Collected data entries
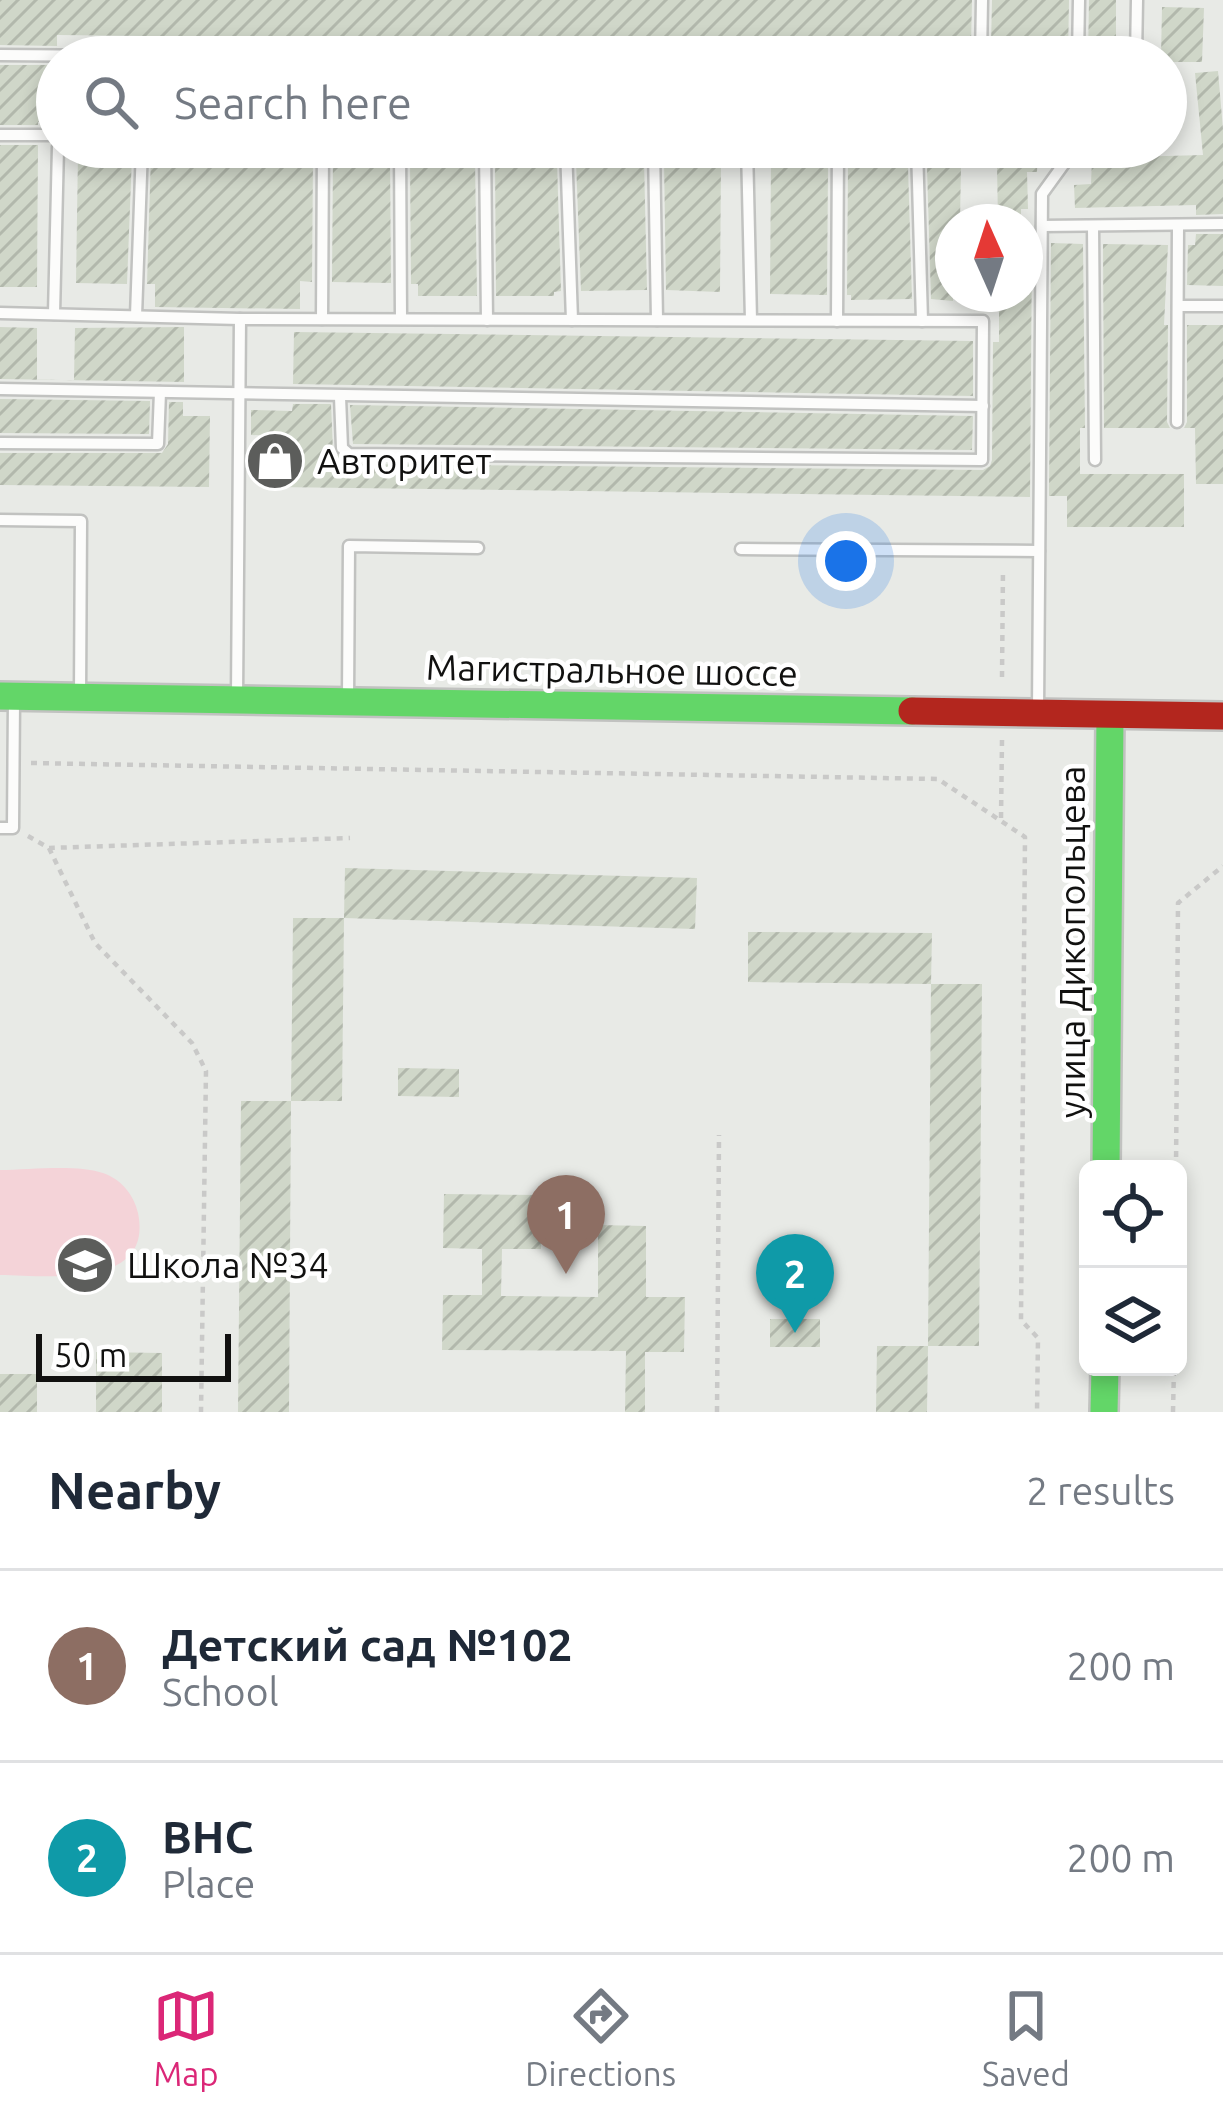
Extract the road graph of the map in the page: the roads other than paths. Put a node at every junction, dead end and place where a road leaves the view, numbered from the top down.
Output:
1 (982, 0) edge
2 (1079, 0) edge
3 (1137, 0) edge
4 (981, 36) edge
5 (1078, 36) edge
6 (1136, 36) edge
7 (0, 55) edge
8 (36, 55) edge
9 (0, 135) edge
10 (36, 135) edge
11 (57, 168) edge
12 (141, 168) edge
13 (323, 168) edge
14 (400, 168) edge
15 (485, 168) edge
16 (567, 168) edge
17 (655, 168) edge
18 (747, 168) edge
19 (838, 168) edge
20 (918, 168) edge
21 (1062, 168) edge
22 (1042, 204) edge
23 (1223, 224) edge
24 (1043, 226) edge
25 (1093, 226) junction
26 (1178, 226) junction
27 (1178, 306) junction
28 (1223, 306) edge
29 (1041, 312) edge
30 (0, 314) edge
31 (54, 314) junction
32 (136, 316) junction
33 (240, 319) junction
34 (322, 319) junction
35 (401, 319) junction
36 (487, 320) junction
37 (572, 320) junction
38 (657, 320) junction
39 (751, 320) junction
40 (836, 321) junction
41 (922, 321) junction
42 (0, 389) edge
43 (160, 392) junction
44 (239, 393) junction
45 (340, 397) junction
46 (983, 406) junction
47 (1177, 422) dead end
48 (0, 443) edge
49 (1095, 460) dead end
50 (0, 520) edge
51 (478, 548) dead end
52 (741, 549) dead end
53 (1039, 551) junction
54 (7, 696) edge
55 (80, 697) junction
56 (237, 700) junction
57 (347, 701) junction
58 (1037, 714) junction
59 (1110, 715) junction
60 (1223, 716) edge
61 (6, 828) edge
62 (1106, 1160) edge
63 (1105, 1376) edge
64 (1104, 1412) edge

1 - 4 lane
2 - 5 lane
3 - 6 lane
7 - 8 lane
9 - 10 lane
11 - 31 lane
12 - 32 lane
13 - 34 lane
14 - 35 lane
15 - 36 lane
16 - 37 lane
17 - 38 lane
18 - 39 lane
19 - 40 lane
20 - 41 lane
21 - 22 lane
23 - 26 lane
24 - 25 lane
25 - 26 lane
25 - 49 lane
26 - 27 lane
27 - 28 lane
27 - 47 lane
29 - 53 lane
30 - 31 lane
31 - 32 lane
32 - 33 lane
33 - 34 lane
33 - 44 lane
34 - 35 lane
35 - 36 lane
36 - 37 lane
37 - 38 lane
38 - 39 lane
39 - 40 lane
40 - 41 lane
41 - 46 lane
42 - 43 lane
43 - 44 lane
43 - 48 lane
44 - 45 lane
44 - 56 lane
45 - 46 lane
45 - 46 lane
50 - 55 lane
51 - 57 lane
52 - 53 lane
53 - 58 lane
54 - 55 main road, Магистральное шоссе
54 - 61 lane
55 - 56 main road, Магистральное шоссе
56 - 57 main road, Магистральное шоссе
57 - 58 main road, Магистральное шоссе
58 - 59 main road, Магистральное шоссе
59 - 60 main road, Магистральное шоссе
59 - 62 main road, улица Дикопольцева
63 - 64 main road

==

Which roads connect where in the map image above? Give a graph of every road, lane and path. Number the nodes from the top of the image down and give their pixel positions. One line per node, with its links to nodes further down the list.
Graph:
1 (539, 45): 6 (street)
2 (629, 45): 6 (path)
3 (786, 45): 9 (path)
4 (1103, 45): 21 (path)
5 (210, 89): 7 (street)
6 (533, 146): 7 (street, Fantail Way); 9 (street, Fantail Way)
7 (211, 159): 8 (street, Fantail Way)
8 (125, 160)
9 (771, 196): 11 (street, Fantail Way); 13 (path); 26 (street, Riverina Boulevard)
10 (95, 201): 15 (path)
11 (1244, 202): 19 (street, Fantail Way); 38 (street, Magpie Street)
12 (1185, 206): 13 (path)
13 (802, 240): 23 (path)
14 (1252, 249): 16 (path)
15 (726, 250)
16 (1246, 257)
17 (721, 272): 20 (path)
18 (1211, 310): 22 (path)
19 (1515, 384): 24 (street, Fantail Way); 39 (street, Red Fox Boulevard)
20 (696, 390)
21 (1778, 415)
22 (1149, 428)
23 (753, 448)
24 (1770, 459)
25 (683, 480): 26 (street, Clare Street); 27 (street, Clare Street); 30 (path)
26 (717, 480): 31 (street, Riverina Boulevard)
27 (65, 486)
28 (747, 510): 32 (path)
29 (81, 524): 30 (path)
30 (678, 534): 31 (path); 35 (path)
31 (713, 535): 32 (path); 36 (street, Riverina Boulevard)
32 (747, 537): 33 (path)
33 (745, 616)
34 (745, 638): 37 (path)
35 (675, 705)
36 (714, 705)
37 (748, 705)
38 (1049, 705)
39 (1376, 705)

What to work on: If a line in the data holds the string "Riverina", copy that line.

Solution to the exercise:
9 (771, 196): 11 (street, Fantail Way); 13 (path); 26 (street, Riverina Boulevard)
26 (717, 480): 31 (street, Riverina Boulevard)
31 (713, 535): 32 (path); 36 (street, Riverina Boulevard)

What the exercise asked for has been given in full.